Showing 3 changed files with 10 additions and 2 deletions.
diff --git a/setup.py b/setup.py
@@ -6,7 +6,7 @@
 version = "0.1"
 try:
     repo_root = os.path.dirname(os.path.realpath(__file__))
-    commit_id = subprocess.run(["git", "rev-parse", "--short", "HEAD"], cwd=repo_root, text=True).stdout
+    commit_id = subprocess.check_output(["git", "rev-parse", "--short", "HEAD"], text=True).strip()
     version += f"+{commit_id}"
 except subprocess.CalledProcessError:
     pass

diff --git a/test_prompt_generator/test_prompt_generator.py b/test_prompt_generator/test_prompt_generator.py
@@ -101,6 +101,14 @@ def generate_prompt(
         )
 
     prompt = tokenizer.decode(tokens[:num_tokens_from_source], skip_special_tokens=True)
+
+    # If a prompt ends with a space, t5 will drop that from tokenization and the prompt will
+    # not have enough tokens. Just increasing num_tokens_from_source doesn't help because
+    # then a space and a new word will be added, making a prompt with too many tokens.
+    # This solution is not great, but it's simple and works.
+    if prompt.endswith(" ") and "t5" in tokenizer_id:
+        prompt = prompt[:-1] + "."
+
     if "chatglm" in tokenizer_id:
         # chatglm adds these tokens even when skip_special_tokens=True
         prompt = prompt.replace("[gMASK] sop ", "")

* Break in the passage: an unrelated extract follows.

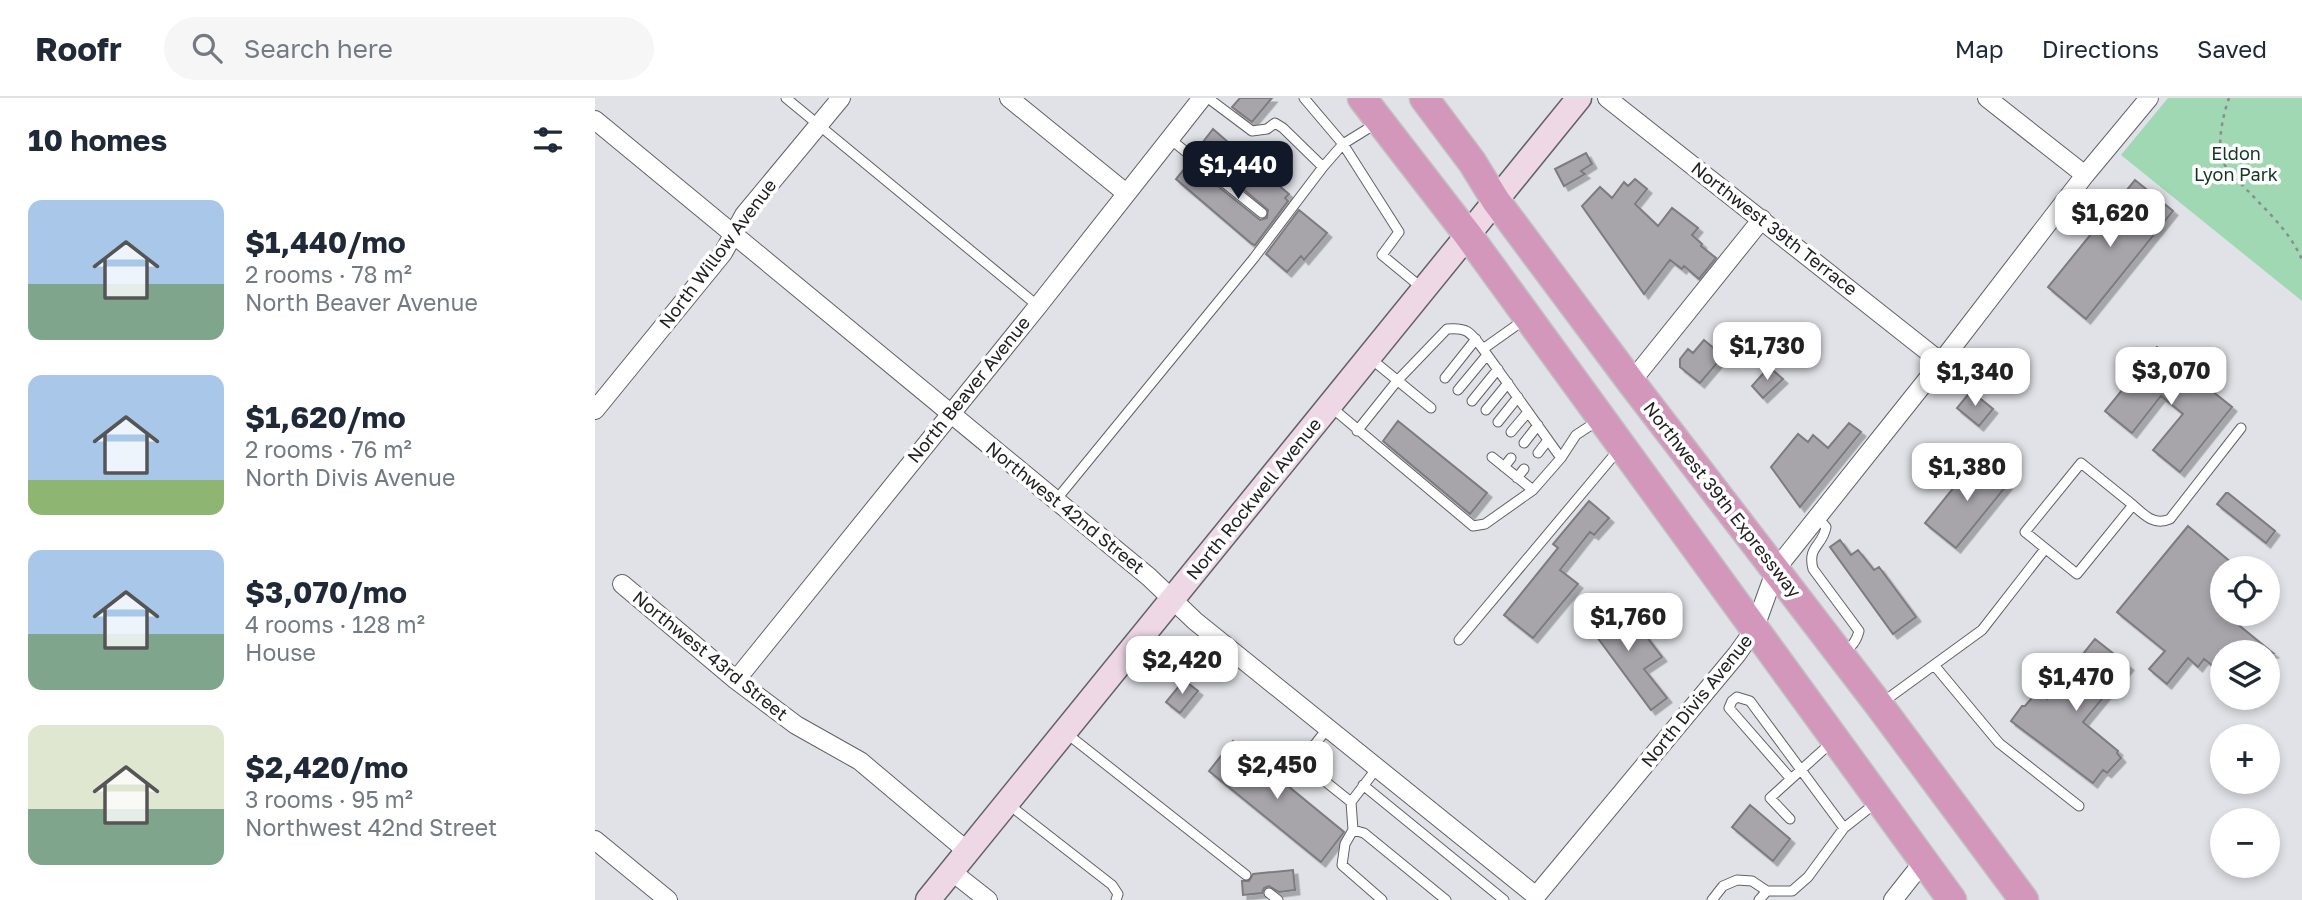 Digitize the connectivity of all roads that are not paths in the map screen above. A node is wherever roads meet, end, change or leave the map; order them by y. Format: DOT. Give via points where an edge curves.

diff --git a/tests/test_prompts.py b/tests/test_prompts.py
@@ -47,7 +47,7 @@ class PromptGeneratorTest(unittest.TestCase):
     @parameterized.expand(_preset_tokenizers.items())
     def test_prompt_generator_from_preset(self, preset_name, tokenizer_id):
         tokenizer = AutoTokenizer.from_pretrained(tokenizer_id, trust_remote_code=True)
-        for num_tokens in 32, 55, 1029:
+        for num_tokens in 16, 32, 64, 128, 256, 512, 768, 1024, 2048:
             prompt = generate_prompt(preset_name, num_tokens)
             tokens = tokenizer(prompt)["input_ids"]
             self.assertEqual(len(tokens), num_tokens)